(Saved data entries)
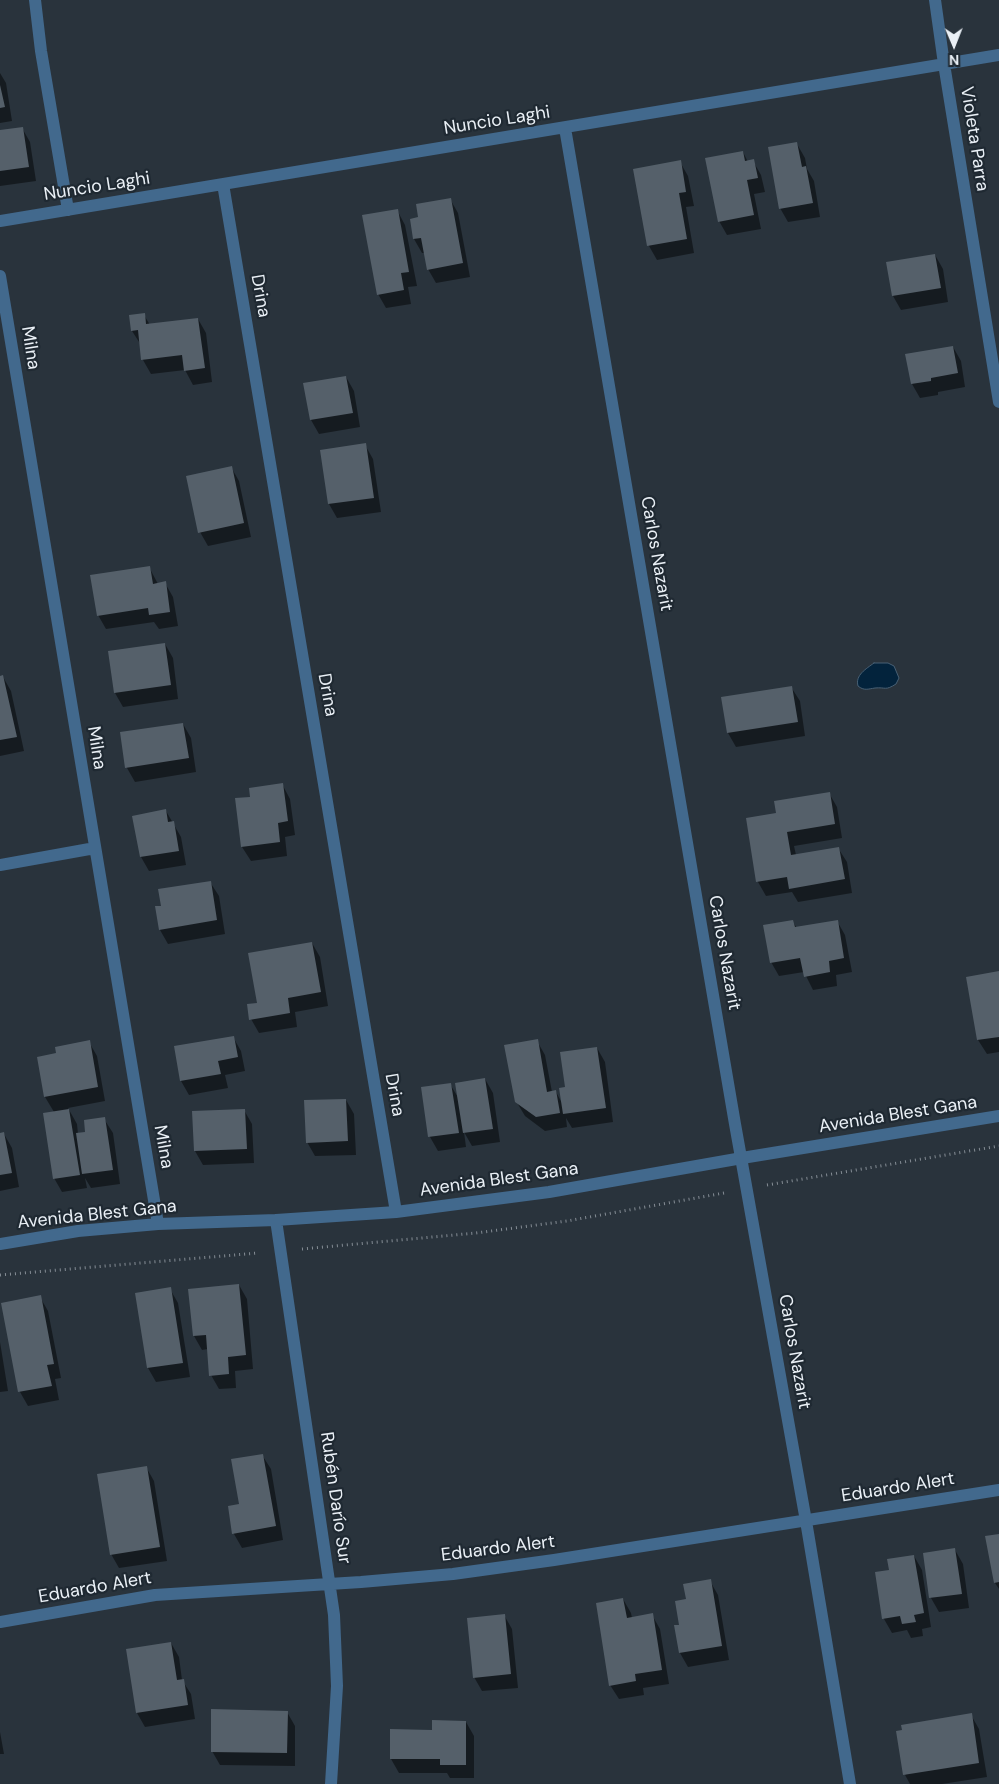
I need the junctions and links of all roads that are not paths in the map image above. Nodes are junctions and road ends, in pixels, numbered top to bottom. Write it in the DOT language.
graph roads {
  1 [pos="35,0"];
  2 [pos="935,0"];
  3 [pos="999,55"];
  4 [pos="944,64"];
  5 [pos="565,128"];
  6 [pos="223,184"];
  7 [pos="68,210"];
  8 [pos="0,221"];
  9 [pos="0,276"];
  10 [pos="999,402"];
  11 [pos="95,848"];
  12 [pos="0,865"];
  13 [pos="999,1116"];
  14 [pos="742,1158"];
  15 [pos="396,1212"];
  16 [pos="276,1220"];
  17 [pos="158,1224"];
  18 [pos="0,1244"];
  19 [pos="999,1490"];
  20 [pos="806,1521"];
  21 [pos="330,1584"];
  22 [pos="0,1622"];
  23 [pos="331,1784"];
  24 [pos="850,1784"];
  1 -- 7 [label="street"];
  2 -- 4 [label="street, Violeta Parra"];
  3 -- 4 [label="street, Nuncio Laghi"];
  4 -- 5 [label="street, Nuncio Laghi"];
  4 -- 10 [label="street, Violeta Parra"];
  5 -- 6 [label="street, Nuncio Laghi"];
  5 -- 14 [label="street, Carlos Nazarit"];
  6 -- 7 [label="street, Nuncio Laghi"];
  6 -- 15 [label="street, Drina"];
  7 -- 8 [label="street, Nuncio Laghi"];
  9 -- 11 [label="street, Milna"];
  11 -- 12 [label="street"];
  11 -- 17 [label="street, Milna"];
  13 -- 14 [label="street, Avenida Blest Gana"];
  14 -- 15 [label="street, Avenida Blest Gana"];
  14 -- 20 [label="street, Carlos Nazarit"];
  15 -- 16 [label="street, Avenida Blest Gana"];
  16 -- 17 [label="street, Avenida Blest Gana"];
  16 -- 21 [label="street, Rubén Darío Sur"];
  17 -- 18 [label="street, Avenida Blest Gana"];
  19 -- 20 [label="street, Eduardo Alert"];
  20 -- 21 [label="street, Eduardo Alert"];
  20 -- 24 [label="street, Carlos Nazarit"];
  21 -- 22 [label="street, Eduardo Alert"];
  21 -- 23 [label="street, Rubén Darío Sur"];
}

What the task asks ▸ Although the records contain pictures, the copy should consist of their text alone, reproduced exactly.

Task output ▸
I need the junctions and links of all roads that are not paths in the map image above. Nodes are junctions and road ends, in pixels, numbered top to bottom. Write it in the DOT language.
graph roads {
  1 [pos="35,0"];
  2 [pos="935,0"];
  3 [pos="999,55"];
  4 [pos="944,64"];
  5 [pos="565,128"];
  6 [pos="223,184"];
  7 [pos="68,210"];
  8 [pos="0,221"];
  9 [pos="0,276"];
  10 [pos="999,402"];
  11 [pos="95,848"];
  12 [pos="0,865"];
  13 [pos="999,1116"];
  14 [pos="742,1158"];
  15 [pos="396,1212"];
  16 [pos="276,1220"];
  17 [pos="158,1224"];
  18 [pos="0,1244"];
  19 [pos="999,1490"];
  20 [pos="806,1521"];
  21 [pos="330,1584"];
  22 [pos="0,1622"];
  23 [pos="331,1784"];
  24 [pos="850,1784"];
  1 -- 7 [label="street"];
  2 -- 4 [label="street, Violeta Parra"];
  3 -- 4 [label="street, Nuncio Laghi"];
  4 -- 5 [label="street, Nuncio Laghi"];
  4 -- 10 [label="street, Violeta Parra"];
  5 -- 6 [label="street, Nuncio Laghi"];
  5 -- 14 [label="street, Carlos Nazarit"];
  6 -- 7 [label="street, Nuncio Laghi"];
  6 -- 15 [label="street, Drina"];
  7 -- 8 [label="street, Nuncio Laghi"];
  9 -- 11 [label="street, Milna"];
  11 -- 12 [label="street"];
  11 -- 17 [label="street, Milna"];
  13 -- 14 [label="street, Avenida Blest Gana"];
  14 -- 15 [label="street, Avenida Blest Gana"];
  14 -- 20 [label="street, Carlos Nazarit"];
  15 -- 16 [label="street, Avenida Blest Gana"];
  16 -- 17 [label="street, Avenida Blest Gana"];
  16 -- 21 [label="street, Rubén Darío Sur"];
  17 -- 18 [label="street, Avenida Blest Gana"];
  19 -- 20 [label="street, Eduardo Alert"];
  20 -- 21 [label="street, Eduardo Alert"];
  20 -- 24 [label="street, Carlos Nazarit"];
  21 -- 22 [label="street, Eduardo Alert"];
  21 -- 23 [label="street, Rubén Darío Sur"];
}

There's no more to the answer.